La Tribune cites a study of pay scales for directors of US banks which received aid during the crisis. According to the survey, the combined value of stock options awarded to the five top-paid directors of tack bank at the beginning of this year were up by nearly USD90m. The presidents of the 20 largest American banks earned an average of 85 times more than regulators, the newspaper reports.
Les Echos reports that US regulators are concerned about the future of banks which may be too small to survive the commercial real estate crisis. Following the liquidation of 84 regional banks since the beginning of the year, the Federal Deposit Insurance Corp (FDIC) is not concealing that mid-sized banks may have to pay a high price for the crisis.

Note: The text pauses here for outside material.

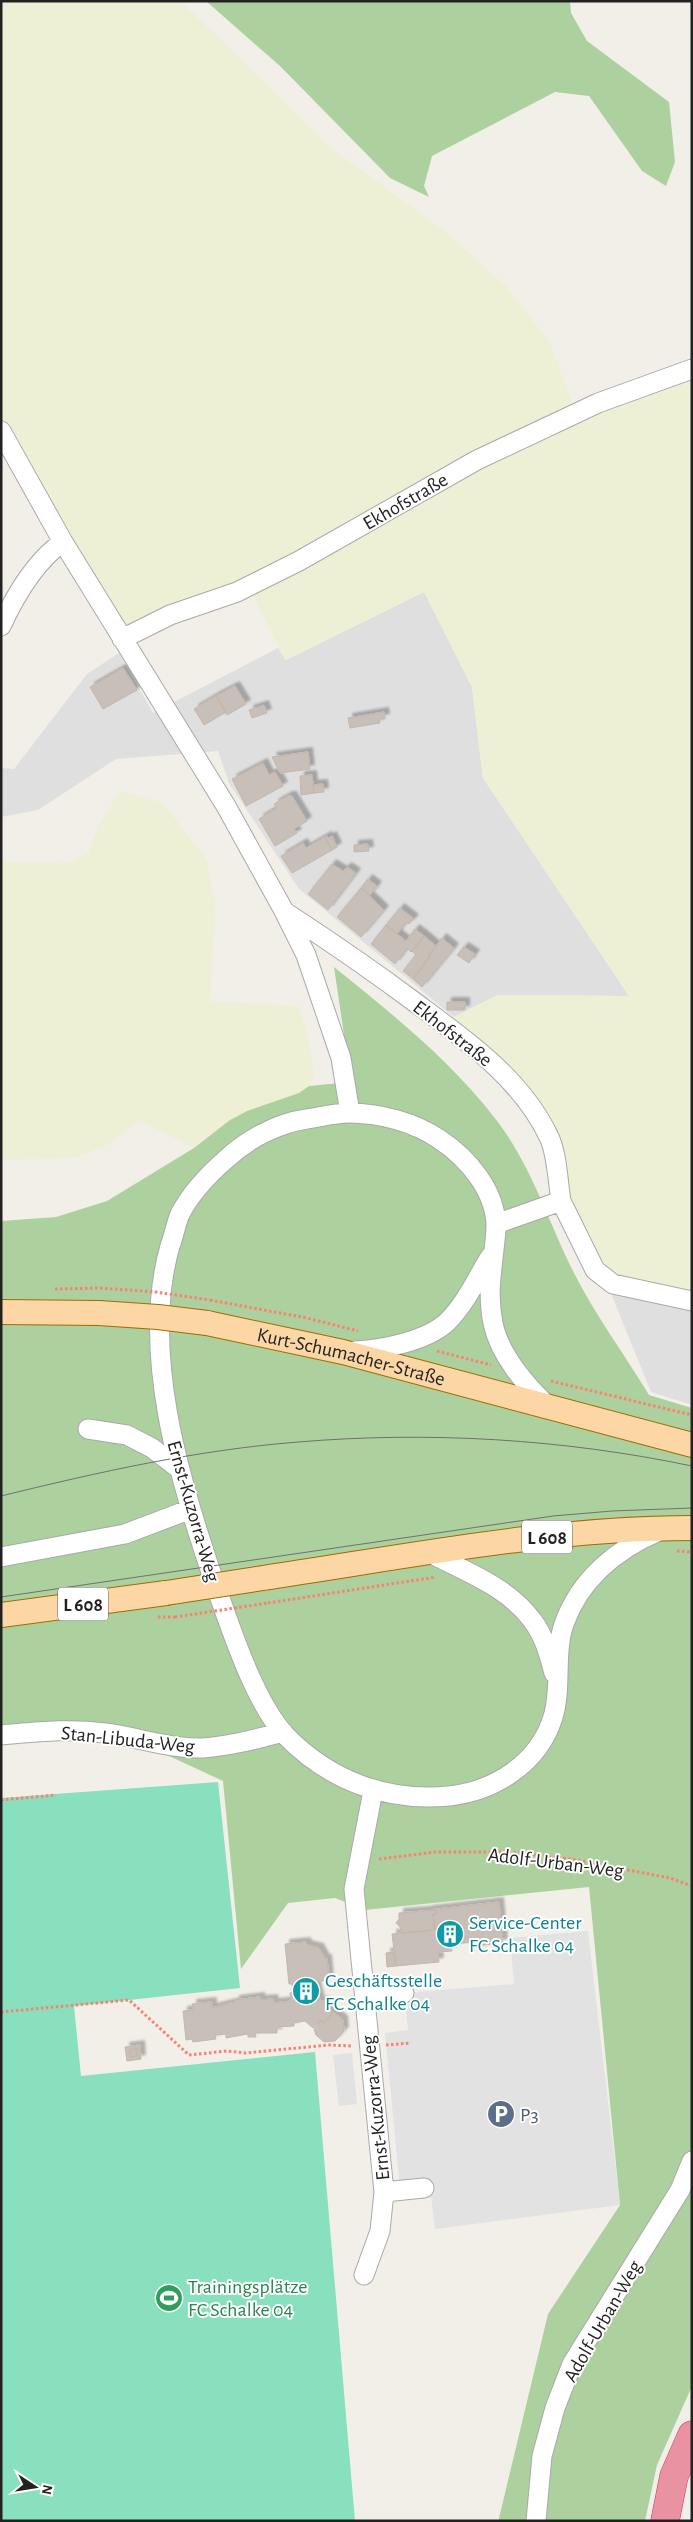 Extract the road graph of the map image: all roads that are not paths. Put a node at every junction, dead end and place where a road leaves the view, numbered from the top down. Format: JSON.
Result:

According to statistics from the Mutual Company Institute, long-term mutual funds have posted net inflows in the week to 26 August of USD10.37bn, the Wall Street Journal reports. This is the 24th consecutive week of net subscriptions, bringing total inflows during this period to about USD250bn.
Over the past twelve months, net inflows to European ETPs have totalled EUR41.2bn, bringing assets under management to EUR137bn, according to statistics from iShares published by Hedge Week.The most active segment has been regional ETFs, with EUR11.4bn in new assets, or nearly 27.6% of total inflows. On one year, regional ETFs have brought in a net inflwo of EUR3.2bn.Country ETFs, for their part, have registered EUR6.6bn in new inflows, representing nearly 16% of the total.iShares, meanwhile, has posted significant outflows from money market ETFs, including more than EUR1bn in the first month. Money market ETFs represent only 21% of bond assets under management, compared with 24.2% one month earlier.
The Skandia Property Fund, managed by ING Real Estate Investment Management (ING REIM), has taken GBP75m from its war chest to acquire undervalued properties on a British commercial real estate market in the process of stabilising. The properties include Lakeside 5000, an office complex located in the Cheadle Royal Business Park in Manchester.
Intech Investment Management, an affiliate of Janus Capital Group, has announced the launch of its first European equities fund, aimed at institutional investors and denominated in Euros. The fund will be available in Europe and Europe ex UK versions; it will use the MSCI Europe as its benchmark, and will be managed applying the Intech mathematical process, which aims to outperform the index, while managing relative risk. This is the first regional launch from the asset management firm, says Robert A. Garvy, chairman and CEO, adding that performance objectives are 2.75-3.75 percentage points above the index in a period of 3-5 years.